[Saved entries]
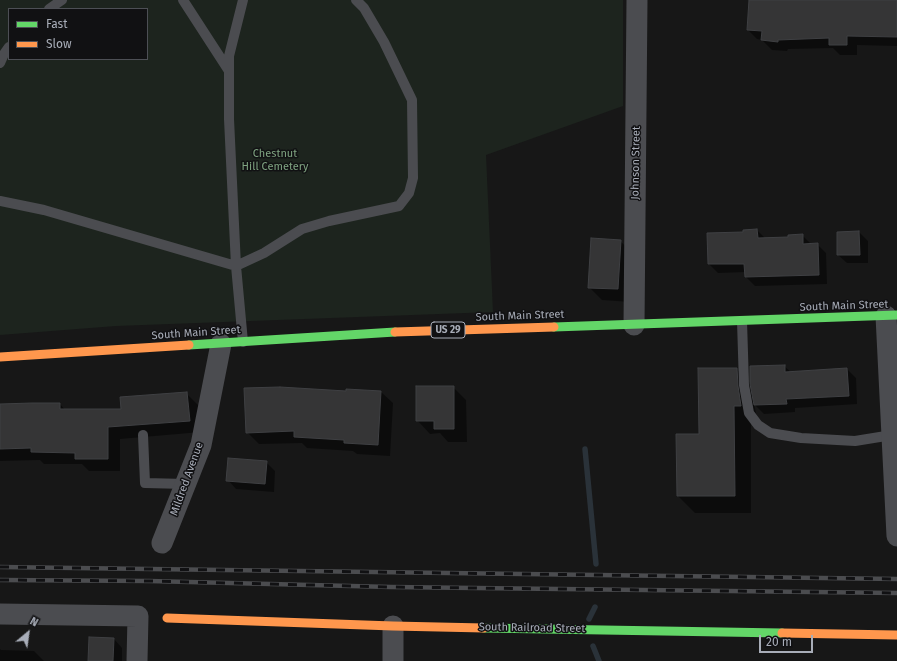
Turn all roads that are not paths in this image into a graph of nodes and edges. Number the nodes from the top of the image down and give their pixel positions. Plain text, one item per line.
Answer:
1 (62, 0) edge
2 (183, 0) edge
3 (243, 0) edge
4 (356, 0) edge
5 (637, 0) edge
6 (50, 8) edge
7 (8, 48) edge
8 (0, 63) edge
9 (229, 71) junction
10 (0, 202) edge
11 (236, 266) junction
12 (891, 316) edge
13 (742, 321) junction
14 (634, 325) junction
15 (243, 342) junction
16 (221, 344) junction
17 (0, 358) edge
18 (144, 435) dead end
19 (892, 435) junction
20 (186, 484) junction
21 (897, 536) edge
22 (162, 543) dead end
23 (0, 614) edge
24 (167, 618) dead end
25 (393, 626) junction
26 (897, 636) edge
27 (137, 661) edge
28 (393, 661) edge

1 - 6 lane
2 - 9 lane
3 - 9 lane
4 - 11 lane
5 - 14 street, Johnson Street
7 - 8 lane
9 - 11 lane
10 - 11 lane
11 - 15 lane
12 - 13 main road, South Main Street / US 29
12 - 19 street
13 - 14 main road, South Main Street / US 29
13 - 19 lane
14 - 15 main road, South Main Street / US 29
15 - 16 main road, South Main Street / US 29
16 - 17 main road, South Main Street / US 29
16 - 20 street, Mildred Avenue
18 - 20 lane
19 - 21 street
20 - 22 street, Mildred Avenue
23 - 27 street
24 - 25 main road, South Railroad Street
25 - 26 main road, South Railroad Street
25 - 28 street

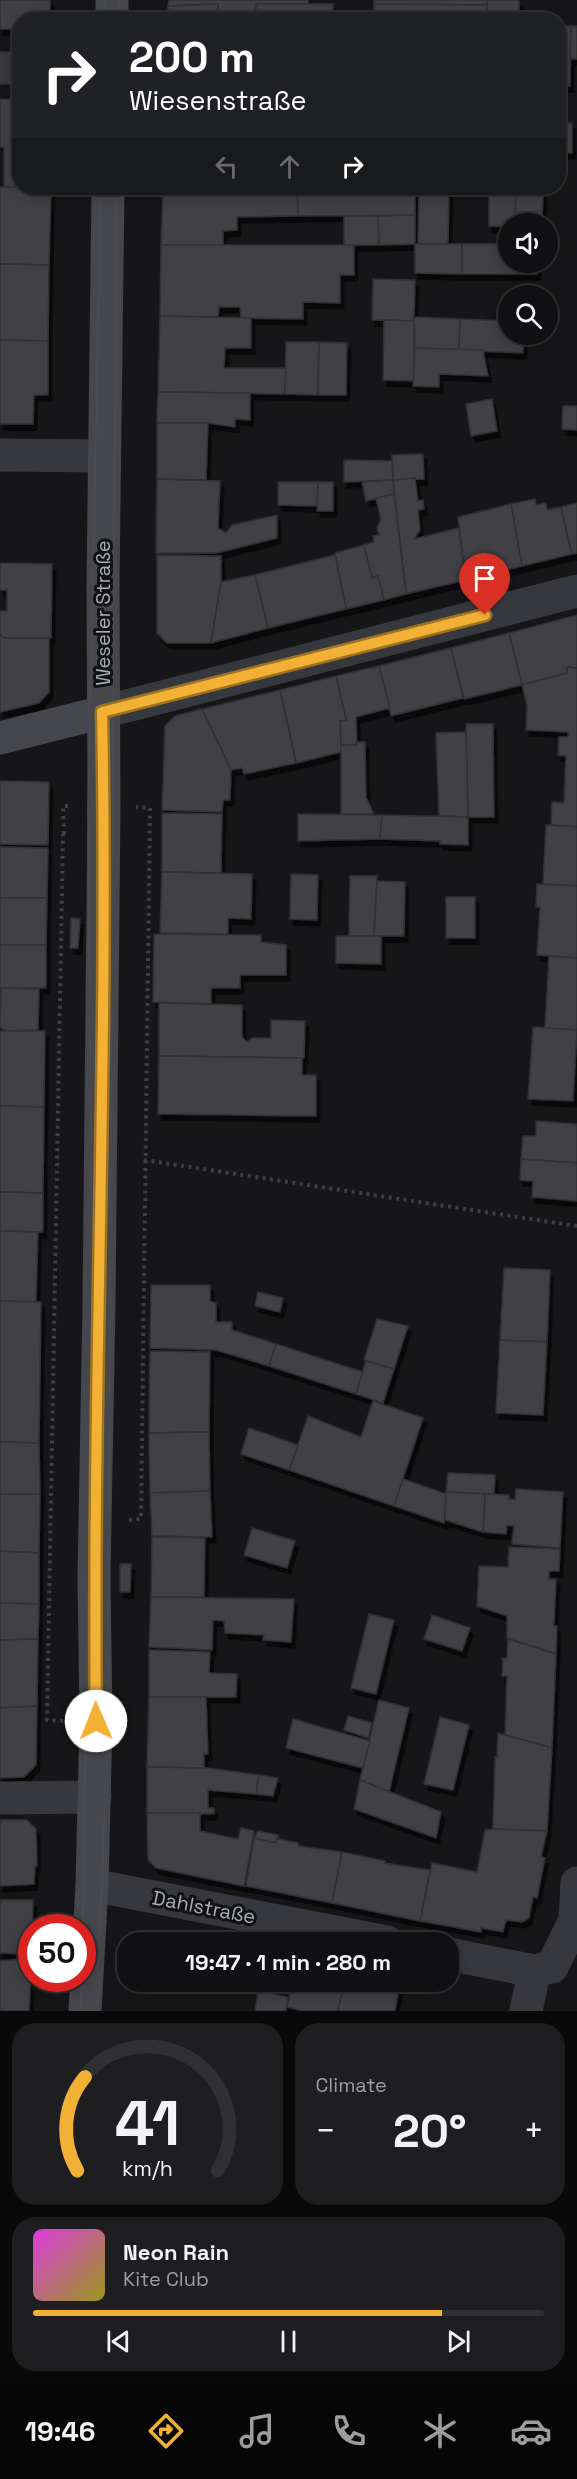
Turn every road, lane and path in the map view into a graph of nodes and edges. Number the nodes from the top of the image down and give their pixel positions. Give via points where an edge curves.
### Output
1 (108, 195) edge
2 (0, 455) edge
3 (104, 456) junction
4 (577, 591) edge
5 (102, 712) junction
6 (0, 738) edge
7 (104, 807) junction
8 (63, 834) dead end
9 (144, 1160) junction
10 (577, 1226) edge
11 (126, 1520) dead end
12 (96, 1721) junction
13 (95, 1797) junction
14 (0, 1798) edge
15 (577, 1883) edge
16 (92, 1885) junction
17 (335, 1932) edge
18 (459, 1956) edge
19 (534, 1971) junction
20 (85, 2011) edge
21 (526, 2011) edge

1 - 3 main road, Weseler Straße
2 - 3 street
3 - 5 main road, Weseler Straße
4 - 5 street
5 - 6 main road
5 - 7 main road, Weseler Straße
7 - 9 path via 150,808
7 - 12 main road, Weseler Straße via 94,1566
8 - 12 path via 47,1720
9 - 10 path
9 - 11 path via 141,1519
12 - 13 main road, Weseler Straße
13 - 14 street
13 - 16 main road, Weseler Straße
15 - 19 street via 575,1920 566,1942 552,1966
16 - 17 street, Dahlstraße
16 - 20 main road, Weseler Straße
18 - 19 street
19 - 21 street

● WHAT IS BEING ASKED
In the data above, how many lines carry the string "down"? Only the number should be given.

● TASK ANSWER
2